##### Given entries

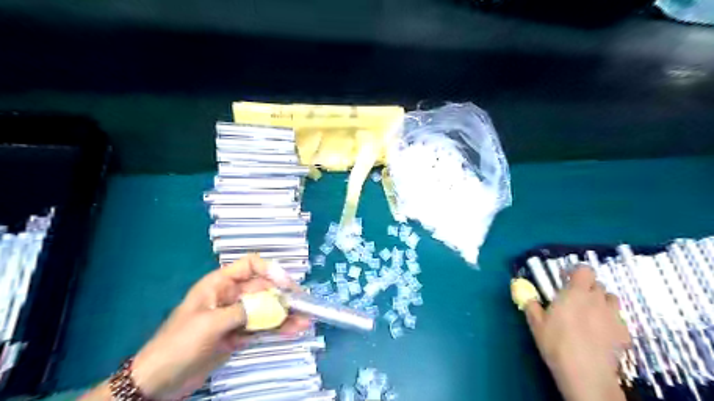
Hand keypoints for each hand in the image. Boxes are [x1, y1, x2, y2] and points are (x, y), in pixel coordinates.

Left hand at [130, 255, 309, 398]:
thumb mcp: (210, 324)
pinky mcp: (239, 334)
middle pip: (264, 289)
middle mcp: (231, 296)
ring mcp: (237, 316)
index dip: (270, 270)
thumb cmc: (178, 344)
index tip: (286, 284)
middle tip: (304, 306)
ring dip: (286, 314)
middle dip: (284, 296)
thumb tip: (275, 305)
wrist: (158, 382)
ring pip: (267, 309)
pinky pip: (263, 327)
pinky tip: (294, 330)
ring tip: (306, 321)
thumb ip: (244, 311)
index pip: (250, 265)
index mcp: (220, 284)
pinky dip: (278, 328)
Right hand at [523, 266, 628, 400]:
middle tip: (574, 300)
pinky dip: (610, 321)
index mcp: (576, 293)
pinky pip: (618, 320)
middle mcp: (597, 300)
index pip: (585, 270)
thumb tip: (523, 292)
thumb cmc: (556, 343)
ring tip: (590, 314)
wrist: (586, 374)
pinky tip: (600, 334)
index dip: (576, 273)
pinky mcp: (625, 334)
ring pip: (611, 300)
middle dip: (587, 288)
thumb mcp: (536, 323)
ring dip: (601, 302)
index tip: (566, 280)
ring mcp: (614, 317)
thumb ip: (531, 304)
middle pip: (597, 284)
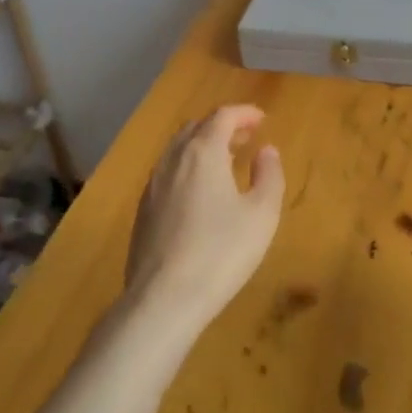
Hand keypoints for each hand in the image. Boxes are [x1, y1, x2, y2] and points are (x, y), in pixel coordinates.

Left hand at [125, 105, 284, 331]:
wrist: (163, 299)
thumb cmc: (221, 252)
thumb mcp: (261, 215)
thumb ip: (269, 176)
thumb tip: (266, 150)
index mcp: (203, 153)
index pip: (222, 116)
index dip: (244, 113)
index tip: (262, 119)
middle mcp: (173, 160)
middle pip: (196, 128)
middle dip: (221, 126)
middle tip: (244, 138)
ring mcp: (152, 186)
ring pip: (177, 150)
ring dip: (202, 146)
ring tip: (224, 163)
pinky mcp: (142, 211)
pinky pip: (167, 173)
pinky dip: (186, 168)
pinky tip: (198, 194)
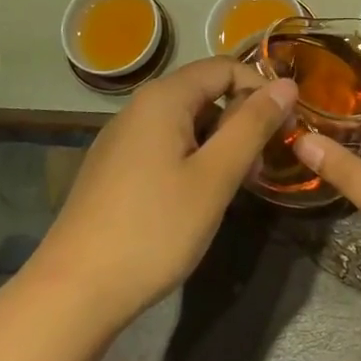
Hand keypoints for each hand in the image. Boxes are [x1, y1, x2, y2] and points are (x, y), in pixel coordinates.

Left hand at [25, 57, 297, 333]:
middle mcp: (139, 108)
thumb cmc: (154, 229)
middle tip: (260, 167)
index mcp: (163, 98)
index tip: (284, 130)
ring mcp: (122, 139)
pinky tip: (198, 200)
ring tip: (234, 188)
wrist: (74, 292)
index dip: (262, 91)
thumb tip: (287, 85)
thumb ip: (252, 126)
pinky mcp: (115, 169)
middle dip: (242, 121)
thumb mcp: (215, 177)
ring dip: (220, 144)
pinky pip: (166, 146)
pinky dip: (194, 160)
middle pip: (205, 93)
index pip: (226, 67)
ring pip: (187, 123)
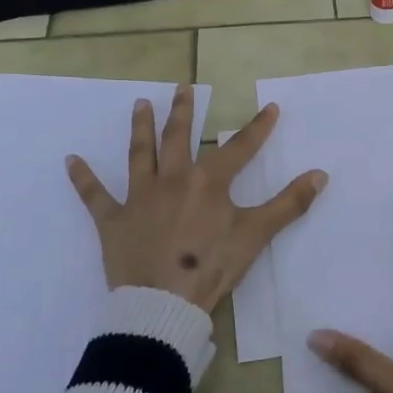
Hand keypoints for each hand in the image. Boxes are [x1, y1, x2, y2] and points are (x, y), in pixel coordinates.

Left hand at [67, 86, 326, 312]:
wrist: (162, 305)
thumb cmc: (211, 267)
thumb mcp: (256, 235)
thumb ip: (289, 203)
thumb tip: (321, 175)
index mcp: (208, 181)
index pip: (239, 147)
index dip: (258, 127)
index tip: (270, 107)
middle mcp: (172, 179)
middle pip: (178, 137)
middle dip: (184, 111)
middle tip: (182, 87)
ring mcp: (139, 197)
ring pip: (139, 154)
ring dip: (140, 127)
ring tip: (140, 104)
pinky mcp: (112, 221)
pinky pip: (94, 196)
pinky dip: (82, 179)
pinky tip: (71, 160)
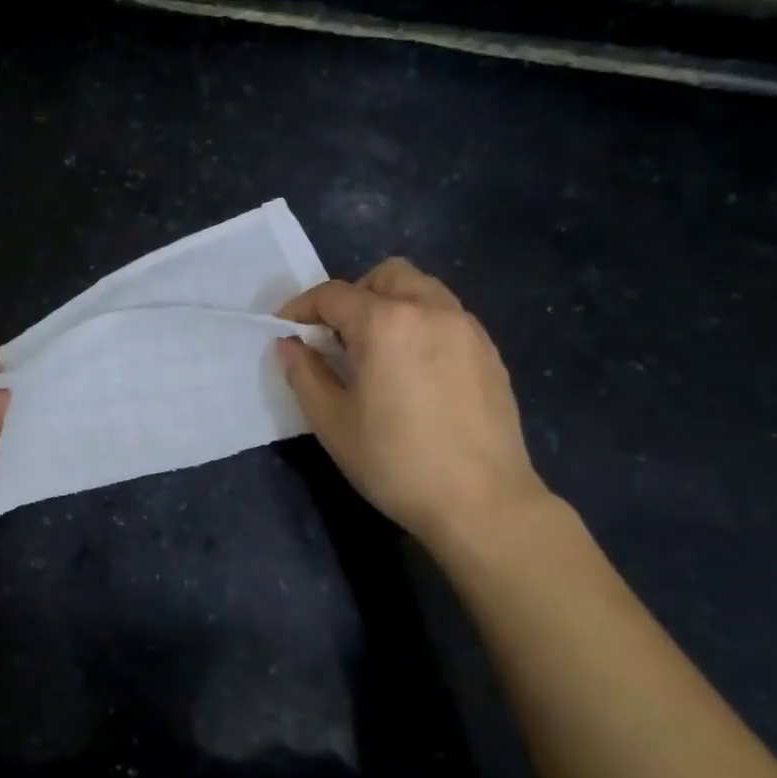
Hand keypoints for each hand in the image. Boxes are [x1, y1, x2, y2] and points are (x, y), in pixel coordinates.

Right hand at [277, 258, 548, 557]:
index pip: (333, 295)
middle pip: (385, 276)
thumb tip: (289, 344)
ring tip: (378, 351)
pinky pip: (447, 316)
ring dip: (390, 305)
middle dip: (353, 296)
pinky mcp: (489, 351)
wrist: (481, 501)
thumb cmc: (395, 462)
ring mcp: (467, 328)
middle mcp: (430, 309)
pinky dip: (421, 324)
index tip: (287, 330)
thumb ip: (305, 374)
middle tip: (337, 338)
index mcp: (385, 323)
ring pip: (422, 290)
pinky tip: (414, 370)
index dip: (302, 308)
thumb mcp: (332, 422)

##########

(Your assignment) From the first line to the last, write out the data above exactly. Omit the pictures.

(Solved exercise)
Hand keypoints for each hand in the image. Boxes are [x1, y1, x2, y2] and points are (x, y), in pixel coordinates.

Left hand at [130, 255, 309, 398]:
thumb mcp: (210, 324)
pinky mcp: (239, 334)
middle pip: (264, 289)
middle mcp: (231, 296)
ring mcp: (237, 316)
index dip: (270, 270)
thumb cmc: (178, 344)
index tip: (286, 284)
middle tip: (304, 306)
ring dip: (286, 314)
middle dip: (284, 296)
thumb tip: (275, 305)
wrist: (158, 382)
ring pip: (267, 309)
pinky pip: (263, 327)
pinky tip: (294, 330)
ring tip: (306, 321)
thumb ip: (244, 311)
index pip: (250, 265)
index mcp: (220, 284)
pinky dip: (278, 328)
Right hand at [523, 266, 628, 400]:
middle tip: (574, 300)
pinky dip: (610, 321)
index mcp: (576, 293)
pinky pip: (618, 320)
middle mcp: (597, 300)
index pip: (585, 270)
thumb tip: (523, 292)
thumb cmc: (556, 343)
ring tip: (590, 314)
wrist: (586, 374)
pinky tip: (600, 334)
index dip: (576, 273)
pinky mcp: (625, 334)
ring pip: (611, 300)
middle dip: (587, 288)
thumb mcp: (536, 323)
ring dip: (601, 302)
index tip: (566, 280)
ring mcp: (614, 317)
thumb ip: (531, 304)
middle pip: (597, 284)
Hand keypoints for each hand in the image. Boxes are [x1, y1, x2, y2] and points are (x, y), in pixel coordinates.

Left hand at [125, 105, 284, 331]:
wrist: (163, 299)
thumb cmc: (221, 252)
thumb mcp: (261, 215)
thumb ip: (269, 176)
thumb tip: (266, 150)
index mcp: (203, 153)
index pip: (222, 116)
index dip: (244, 113)
index tip: (262, 119)
middle mcp: (173, 160)
middle pip: (196, 128)
middle dip: (221, 126)
middle tip: (244, 138)
ring mcp: (152, 186)
ring pip: (177, 150)
ring dip: (202, 146)
ring tip: (224, 163)
pinky mcp: (142, 211)
pinky pip: (167, 173)
pinky dip: (186, 168)
pinky tip: (198, 194)
Hand keypoints for each hand in the image. Boxes are [x1, y1, x2, y2] and points are (x, y), in pixel coordinates.

Left hand at [25, 57, 297, 333]:
middle mcp: (139, 108)
thumb cmc: (154, 229)
middle tip: (260, 167)
index mcp: (163, 98)
index tip: (284, 130)
ring mcp: (122, 139)
pinky tip: (198, 200)
ring tip: (234, 188)
wrist: (74, 292)
index dip: (262, 91)
thumb tip: (287, 85)
thumb ip: (252, 126)
pinky mcp: (115, 169)
middle dip: (242, 121)
thumb mcp: (215, 177)
ring dip: (220, 144)
pinky pip: (166, 146)
pinky dip: (194, 160)
middle pip: (205, 93)
index pip: (226, 67)
ring pip: (187, 123)
Hand keypoints for each hand in the image. Boxes are [x1, y1, x2, y2] and points are (x, y), in pixel coordinates.

Left hand at [67, 86, 326, 312]:
wrist: (162, 305)
thumb cmc: (211, 267)
thumb mcp: (256, 235)
thumb ip: (289, 203)
thumb tip: (321, 175)
index mcp: (208, 181)
index pip: (239, 147)
index dip: (258, 127)
index tip: (270, 107)
middle mcp: (172, 179)
middle pip: (178, 137)
middle dip: (184, 111)
middle tip: (182, 87)
ring mcp: (139, 197)
ring pip: (139, 154)
ring dip: (140, 127)
ring tip: (140, 104)
pinky mcp: (112, 221)
pinky pip: (94, 196)
pinky dip: (82, 179)
pinky tip: (71, 160)
Hand keypoints for each hand in the image. Boxes are [x1, y1, x2, y2] and points are (x, y), in pixel coordinates.

Right hand at [277, 258, 548, 557]:
index pip: (333, 295)
middle pip: (385, 276)
thumb tip: (289, 344)
ring tip: (378, 351)
pinky pip: (447, 316)
ring dip: (390, 305)
middle dip: (353, 296)
pinky mcp: (489, 351)
wrist: (481, 501)
thumb cmc: (395, 462)
ring mcp: (467, 328)
middle mcp: (430, 309)
pinky dip: (421, 324)
index tip: (287, 330)
thumb ip: (305, 374)
middle tip: (337, 338)
index mcp: (385, 323)
ring pip: (422, 290)
pinky tip: (414, 370)
index dip: (302, 308)
thumb mcp: (332, 422)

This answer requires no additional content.